Your goal:
Examine each line of the data. Copy those that contain the string "Grimaldi".

Material provided:
---

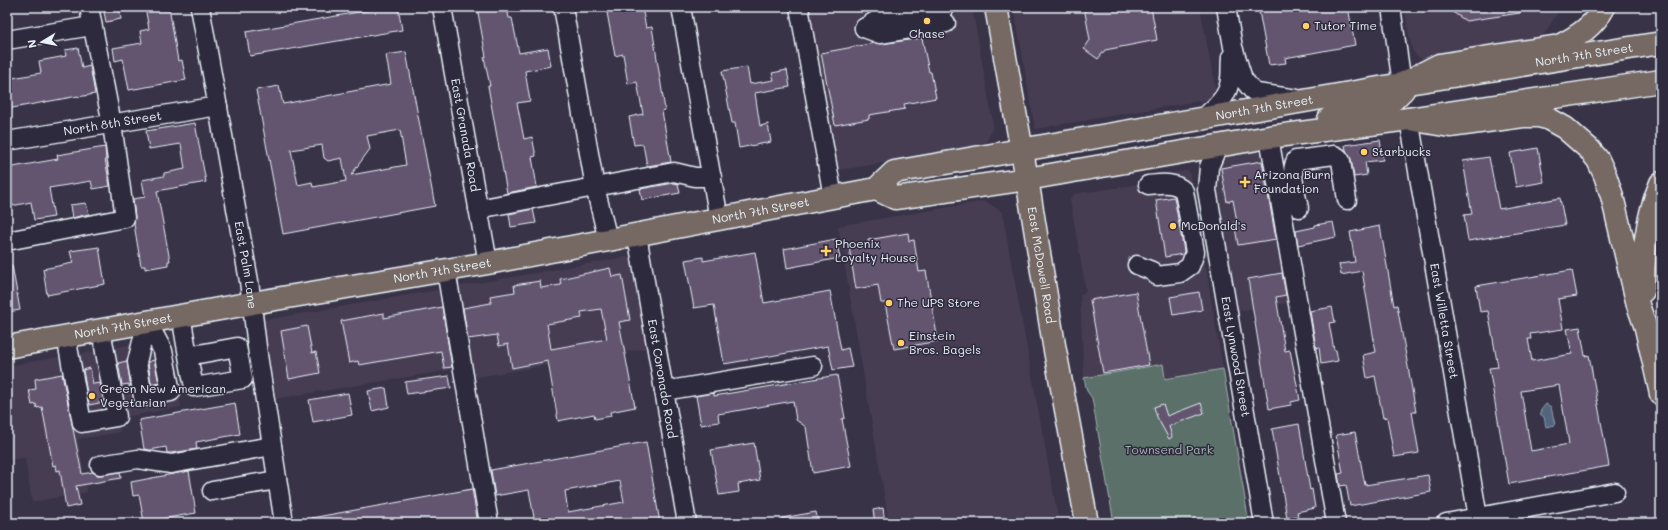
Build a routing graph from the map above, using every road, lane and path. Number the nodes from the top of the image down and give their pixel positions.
1 (89, 7) edge
2 (200, 7) edge
3 (442, 7) edge
4 (563, 7) edge
5 (681, 7) edge
6 (799, 7) edge
7 (996, 7) edge
8 (1226, 7) edge
9 (1391, 7) edge
10 (1604, 7) edge
11 (932, 17) dead end
12 (92, 26) junction
13 (864, 28) dead end
14 (7, 40) edge
15 (1661, 44) edge
16 (1233, 47) junction
17 (1661, 81) edge
18 (1402, 84) junction
19 (1308, 100) junction
20 (218, 106) junction
21 (1202, 119) junction
22 (1409, 119) junction
23 (112, 124) junction
24 (1320, 130) junction
25 (1269, 137) junction
26 (7, 141) edge
27 (1218, 146) junction
28 (1022, 150) junction
29 (1187, 151) junction
30 (712, 177) junction
31 (1027, 179) junction
32 (1661, 183) edge
33 (1148, 185) dead end
34 (596, 187) junction
35 (876, 189) junction
36 (1207, 190) junction
37 (833, 197) junction
38 (1347, 200) dead end
39 (1299, 208) dead end
40 (478, 209) junction
41 (719, 219) junction
42 (637, 235) junction
43 (608, 240) junction
44 (7, 241) edge
45 (488, 263) junction
46 (1145, 268) dead end
47 (446, 270) junction
48 (252, 303) junction
49 (181, 315) junction
50 (147, 321) junction
51 (1646, 328) junction
52 (101, 330) junction
53 (66, 336) junction
54 (7, 347) edge
55 (188, 356) junction
56 (260, 366) junction
57 (813, 366) dead end
58 (241, 368) junction
59 (194, 387) junction
60 (664, 391) junction
61 (171, 392) junction
62 (1661, 394) edge
63 (142, 397) junction
64 (114, 402) junction
65 (272, 446) junction
66 (100, 465) dead end
67 (277, 480) junction
68 (212, 491) dead end
69 (1616, 492) dead end
70 (1479, 520) edge
71 (284, 523) edge
72 (489, 523) edge
73 (687, 523) edge
74 (1087, 523) edge
75 (1264, 523) edge
76 (1336, 523) edge
77 (1446, 523) edge

1 - 12 street
2 - 20 street, East Palm Lane
3 - 40 street, East Granada Road
4 - 34 street
5 - 30 street
6 - 37 street
7 - 28 main road, East McDowell Road
8 - 16 street
9 - 18 street
10 - 18 main road
11 - 13 street
12 - 14 street
12 - 23 street
15 - 18 main road, North 7th Street
16 - 19 street
16 - 21 street
17 - 22 main road
18 - 19 main road, North 7th Street
18 - 24 main road
19 - 21 main road, North 7th Street
20 - 23 street, North 8th Street
20 - 48 street, East Palm Lane
21 - 28 main road, North 7th Street
22 - 24 main road
22 - 51 main road
22 - 70 street, East Willetta Street
23 - 26 street, North 8th Street
23 - 44 street
24 - 25 main road
25 - 27 main road
25 - 76 street
27 - 29 main road
27 - 36 street, East Lynwood Street
28 - 31 main road, East McDowell Road
28 - 35 main road, North 7th Street
29 - 31 main road
29 - 36 street, East Lynwood Street
30 - 34 street
30 - 41 street
31 - 35 main road
31 - 74 main road, East McDowell Road
32 - 51 main road
33 - 46 street
34 - 40 street
34 - 43 street
35 - 37 main road, North 7th Street
36 - 75 street, East Lynwood Street
37 - 41 main road, North 7th Street
38 - 39 street
40 - 45 street, East Granada Road
41 - 42 main road, North 7th Street
42 - 43 main road, North 7th Street
42 - 60 street, East Coronado Road
43 - 45 main road, North 7th Street
45 - 47 main road, North 7th Street
47 - 48 main road, North 7th Street
47 - 72 street
48 - 49 main road, North 7th Street
48 - 56 street, East Palm Lane
49 - 50 main road, North 7th Street
49 - 55 street
50 - 52 main road, North 7th Street
50 - 61 street
50 - 63 street
51 - 62 main road
52 - 53 main road, North 7th Street
52 - 64 street
53 - 54 main road, North 7th Street
53 - 64 street
55 - 58 street
55 - 59 street
56 - 58 street
56 - 65 street, East Palm Lane
57 - 60 street
58 - 59 street
59 - 61 street
60 - 73 street, East Coronado Road
61 - 63 street
63 - 64 street
65 - 66 street
65 - 67 street, East Palm Lane
67 - 68 street
67 - 71 street, East Palm Lane
69 - 70 street
70 - 77 street

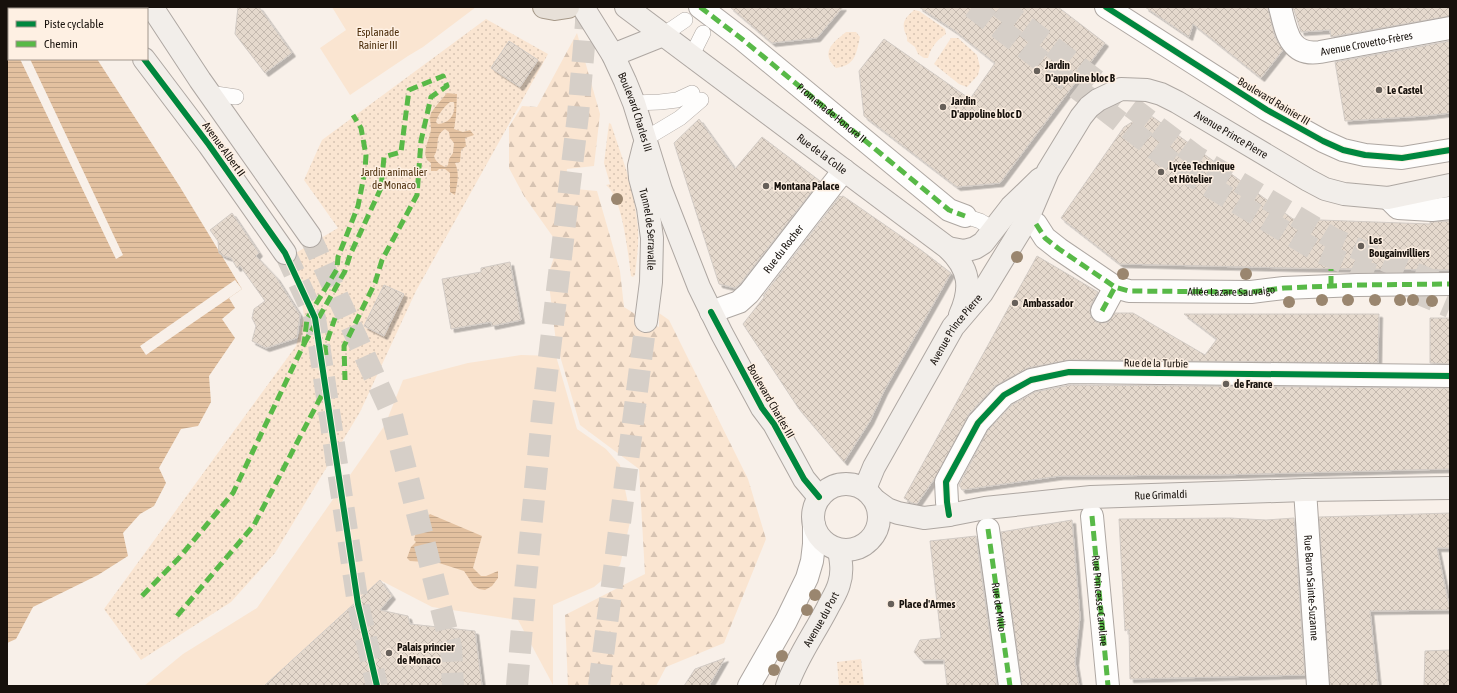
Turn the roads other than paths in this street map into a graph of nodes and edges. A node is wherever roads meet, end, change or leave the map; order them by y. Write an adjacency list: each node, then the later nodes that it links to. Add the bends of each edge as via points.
1 (152, 7): 15 (main road, Avenue Albert II)
2 (544, 7): 3 (main road)
3 (568, 7)
4 (583, 7): 12 (main road, Boulevard Charles III)
5 (626, 7): 11 (main road, Rue de la Colle)
6 (1108, 7): 19 (street, Boulevard Rainier III, via 1267,110 1343,150 1402,158)
7 (1280, 7): 9 (street, Avenue Crovetto-Frères, via 1288,37 1299,49 1309,53)
8 (692, 13): 11 (lane); 25 (street, Promenade Honoré II, via 742,39 949,210)
9 (1450, 28)
10 (702, 33): 13 (lane)
11 (663, 36): 12 (main road); 13 (main road, Rue de la Colle)
12 (613, 55): 17 (main road, Boulevard Charles III)
13 (691, 57): 20 (main road, Rue de la Colle)
14 (145, 60): 30 (main road, Avenue Albert II)
15 (209, 93): 16 (lane); 28 (main road, Avenue Albert II)
16 (236, 97)
17 (634, 103): 18 (main road, Boulevard Charles III); 18 (lane, via 696,96 680,118)
18 (645, 139): 34 (main road, Boulevard Charles III, via 679,239); 35 (main road, Tunnel de Serravalle, via 639,166 652,238 651,282)
19 (1450, 150)
20 (844, 170): 29 (main road, Rue de la Colle); 34 (street, Rue du Rocher, via 749,293 739,302)
21 (1048, 171): 23 (main road, Avenue Prince Pierre, via 1089,107 1109,93 1120,89 1147,90 1177,102 1325,189 1344,194); 27 (main road, Avenue Prince Pierre, via 1012,208); 36 (main road, Avenue Prince Pierre, via 1028,218 982,293)
22 (1450, 185): 23 (main road, Avenue Prince Pierre)
23 (1388, 198): 24 (street, via 1398,208)
24 (1450, 208)
25 (965, 216): 27 (lane)
26 (1036, 224): 32 (street, Allée Lazare Sauvaigo, via 1045,238)
27 (995, 230): 29 (main road, Avenue Prince Pierre, via 975,248 964,251)
28 (310, 236)
29 (948, 248): 36 (main road, Rue de la Colle, via 965,270 968,284 966,299)
30 (285, 253)
31 (1450, 284): 32 (street, Allée Lazare Sauvaigo, via 1331,277 1284,288 1251,292 1129,291)
32 (1115, 287): 33 (street)
33 (1102, 311)
34 (711, 312): 41 (main road, Boulevard Charles III, via 762,408 774,424 806,482)
35 (646, 321)
36 (953, 327): 40 (main road, Avenue Prince Pierre, via 874,467)
37 (1450, 376): 42 (street, Rue de la Turbie, via 1069,372 1031,380 1004,395 978,423 946,482)
38 (1450, 488): 39 (main road, Rue Grimaldi)
39 (1305, 490): 42 (main road, Rue Grimaldi, via 1091,497 985,508); 52 (street, Rue Baron Sainte-Suzanne)
40 (870, 495): 41 (main road, via 855,485 842,484 829,488); 42 (main road, Rue Grimaldi, via 887,509 898,514 924,518); 46 (main road, via 880,514 875,534 859,548)
41 (819, 497): 44 (main road, via 813,510)
42 (949, 515)
43 (1092, 516): 51 (street, Rue Princesse Caroline)
44 (814, 524): 46 (main road, via 823,541); 47 (street, via 812,561)
45 (988, 529): 50 (street, Rue de Millo)
46 (836, 549): 47 (street); 49 (main road, Avenue du Port, via 841,562 839,584 792,670)
47 (800, 594): 48 (street)
48 (749, 686)
49 (788, 686)
50 (1010, 686)
51 (1108, 686)
52 (1318, 686)

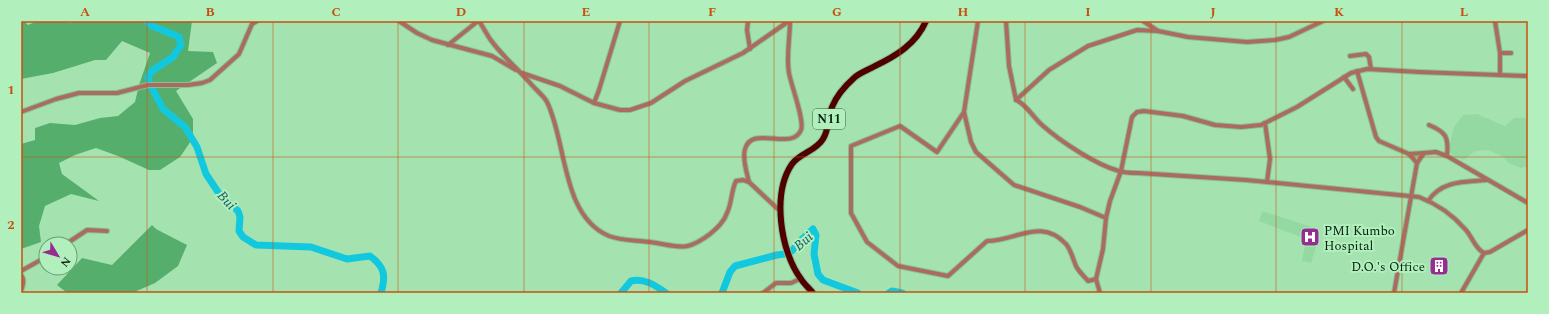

---

Task response:
38 (1450, 488): 39 (main road, Rue Grimaldi)
39 (1305, 490): 42 (main road, Rue Grimaldi, via 1091,497 985,508); 52 (street, Rue Baron Sainte-Suzanne)
40 (870, 495): 41 (main road, via 855,485 842,484 829,488); 42 (main road, Rue Grimaldi, via 887,509 898,514 924,518); 46 (main road, via 880,514 875,534 859,548)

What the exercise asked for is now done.